If one now uses the filters on the ClinicalTrials.gov database for “recruiting/not recruiting,” then there are 32 studies listed with 5 at the Phase III and 3 at Phase IV, 1 of which is not yet recruiting. It should be noted that Phase IV trials are supposedly for drugs that have been approved. However, no curcumin-based drugs have been approved as of the end of September 201924 and a check of subsequent data on drug approvals on the Food and Drug Administration website does not show any circurminoid-based drug from October 2019 through the end of August 2021. Nor is there any published report of a successful clinical trial at Phase III using a double-blinded placebo controlled clinical study.

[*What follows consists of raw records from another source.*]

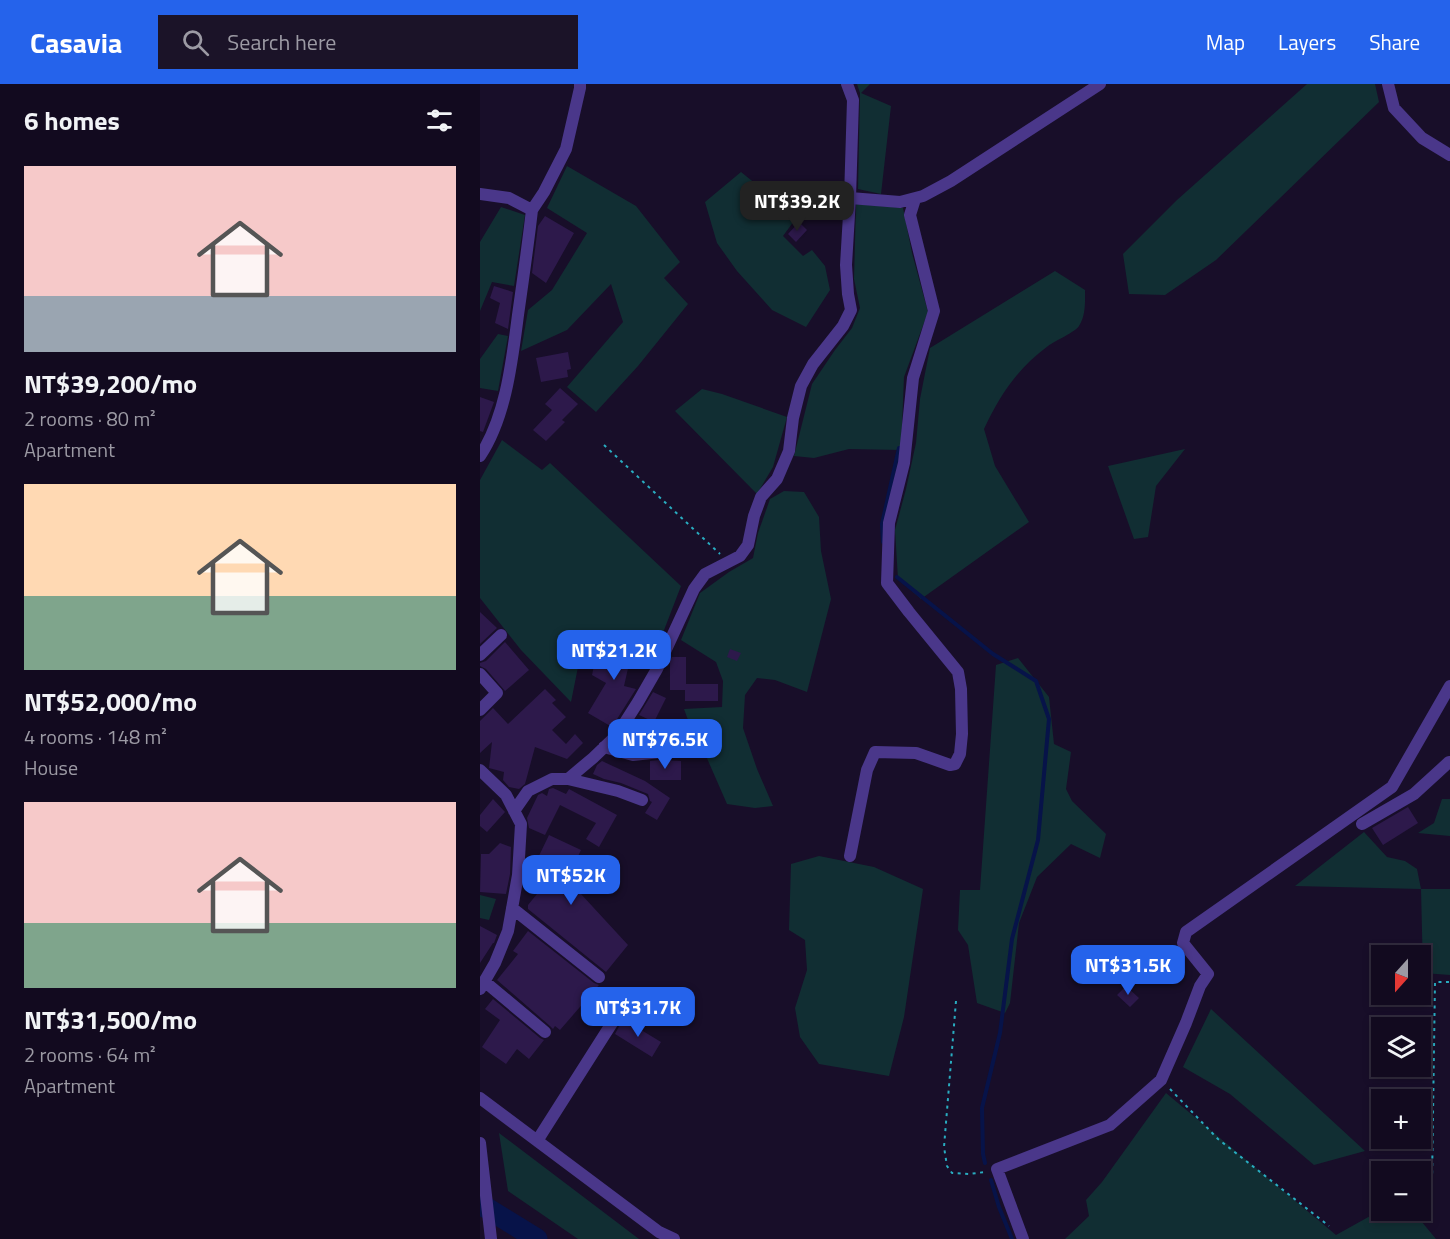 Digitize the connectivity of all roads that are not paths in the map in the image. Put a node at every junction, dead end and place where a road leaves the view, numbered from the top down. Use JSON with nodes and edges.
{"nodes":[{"id":1,"x":580,"y":84,"type":"edge"},
{"id":2,"x":847,"y":84,"type":"edge"},
{"id":3,"x":1100,"y":84,"type":"edge"},
{"id":4,"x":1388,"y":84,"type":"edge"},
{"id":5,"x":1450,"y":155,"type":"edge"},
{"id":6,"x":480,"y":194,"type":"edge"},
{"id":7,"x":850,"y":198,"type":"junction"},
{"id":8,"x":915,"y":199,"type":"junction"},
{"id":9,"x":532,"y":210,"type":"junction"},
{"id":10,"x":480,"y":456,"type":"edge"},
{"id":11,"x":501,"y":635,"type":"dead end"},
{"id":12,"x":666,"y":648,"type":"junction"},
{"id":13,"x":480,"y":655,"type":"edge"},
{"id":14,"x":605,"y":659,"type":"dead end"},
{"id":15,"x":480,"y":674,"type":"edge"},
{"id":16,"x":1450,"y":686,"type":"edge"},
{"id":17,"x":480,"y":710,"type":"edge"},
{"id":18,"x":604,"y":747,"type":"junction"},
{"id":19,"x":669,"y":750,"type":"dead end"},
{"id":20,"x":1449,"y":762,"type":"edge"},
{"id":21,"x":480,"y":770,"type":"edge"},
{"id":22,"x":568,"y":779,"type":"junction"},
{"id":23,"x":642,"y":800,"type":"dead end"},
{"id":24,"x":514,"y":811,"type":"junction"},
{"id":25,"x":1362,"y":824,"type":"dead end"},
{"id":26,"x":850,"y":856,"type":"dead end"},
{"id":27,"x":512,"y":908,"type":"junction"},
{"id":28,"x":599,"y":977,"type":"dead end"},
{"id":29,"x":482,"y":985,"type":"edge"},
{"id":30,"x":612,"y":1023,"type":"dead end"},
{"id":31,"x":545,"y":1032,"type":"dead end"},
{"id":32,"x":480,"y":1098,"type":"edge"},
{"id":33,"x":537,"y":1141,"type":"junction"},
{"id":34,"x":480,"y":1143,"type":"edge"},
{"id":35,"x":491,"y":1239,"type":"edge"},
{"id":36,"x":674,"y":1239,"type":"edge"},
{"id":37,"x":1023,"y":1239,"type":"edge"}],
"edges":[{"from":1,"to":9,"type":"street"},
{"from":2,"to":7,"type":"street"},
{"from":3,"to":8,"type":"street"},
{"from":4,"to":5,"type":"street"},
{"from":6,"to":9,"type":"street"},
{"from":7,"to":8,"type":"street"},
{"from":7,"to":12,"type":"street"},
{"from":8,"to":26,"type":"street"},
{"from":9,"to":10,"type":"street"},
{"from":11,"to":13,"type":"street"},
{"from":12,"to":14,"type":"street"},
{"from":12,"to":18,"type":"street"},
{"from":15,"to":17,"type":"street"},
{"from":16,"to":37,"type":"street"},
{"from":18,"to":19,"type":"street"},
{"from":18,"to":22,"type":"street"},
{"from":20,"to":25,"type":"street"},
{"from":21,"to":24,"type":"street"},
{"from":22,"to":23,"type":"street"},
{"from":22,"to":24,"type":"street"},
{"from":24,"to":27,"type":"street"},
{"from":27,"to":28,"type":"street"},
{"from":27,"to":29,"type":"street"},
{"from":29,"to":31,"type":"street"},
{"from":30,"to":33,"type":"street"},
{"from":32,"to":33,"type":"street"},
{"from":33,"to":36,"type":"street"},
{"from":34,"to":35,"type":"street"}]}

By using ClinicalTrials.gov as the resource and adjusting the filters to show diseases, drug treatment(s), methodologies, and so on, readers can see how many more trials of curcuminoids (and derivatives) at different clinical levels are underway. It should also be noted that this database covers not only US-sponsored trials, but also frequently comparable studies from overseas. In addition, similar free databases are available in the European Union, Japan, China, and Australia, which can also be searched as readers desire.
Conclusions
For the review of any article involving natural product sources irrespective of source, the experimental details should be the first section that is read in detail. If, for example, there is an aqueous ethanolic extraction of the crude mass, followed by fractionation of that extract using lower polarity solvents, then any subsequent results are at best debatable because the initial extraction will leave the less-polar fractions behind. If the initial work-up procedures have little or no relationship to using assays at each step, be very careful of the quoted results. If assays involve what can be considered to be analytical spot tests (see the earlier discussion on anti-oxidant assays above), be very aware of the promiscuity of such assays. If the assays only use purified compounds, be aware of the PAINS/invalid metabolic panacea compounds and their problems. Finally, the various problems mentioned above can be best expressed by the old Latin tag caveat emptor, which in English is “let the buyer beware.”
Conflicts of Interest
The author has indicated that he has no conflicts of interest regarding the content of this article.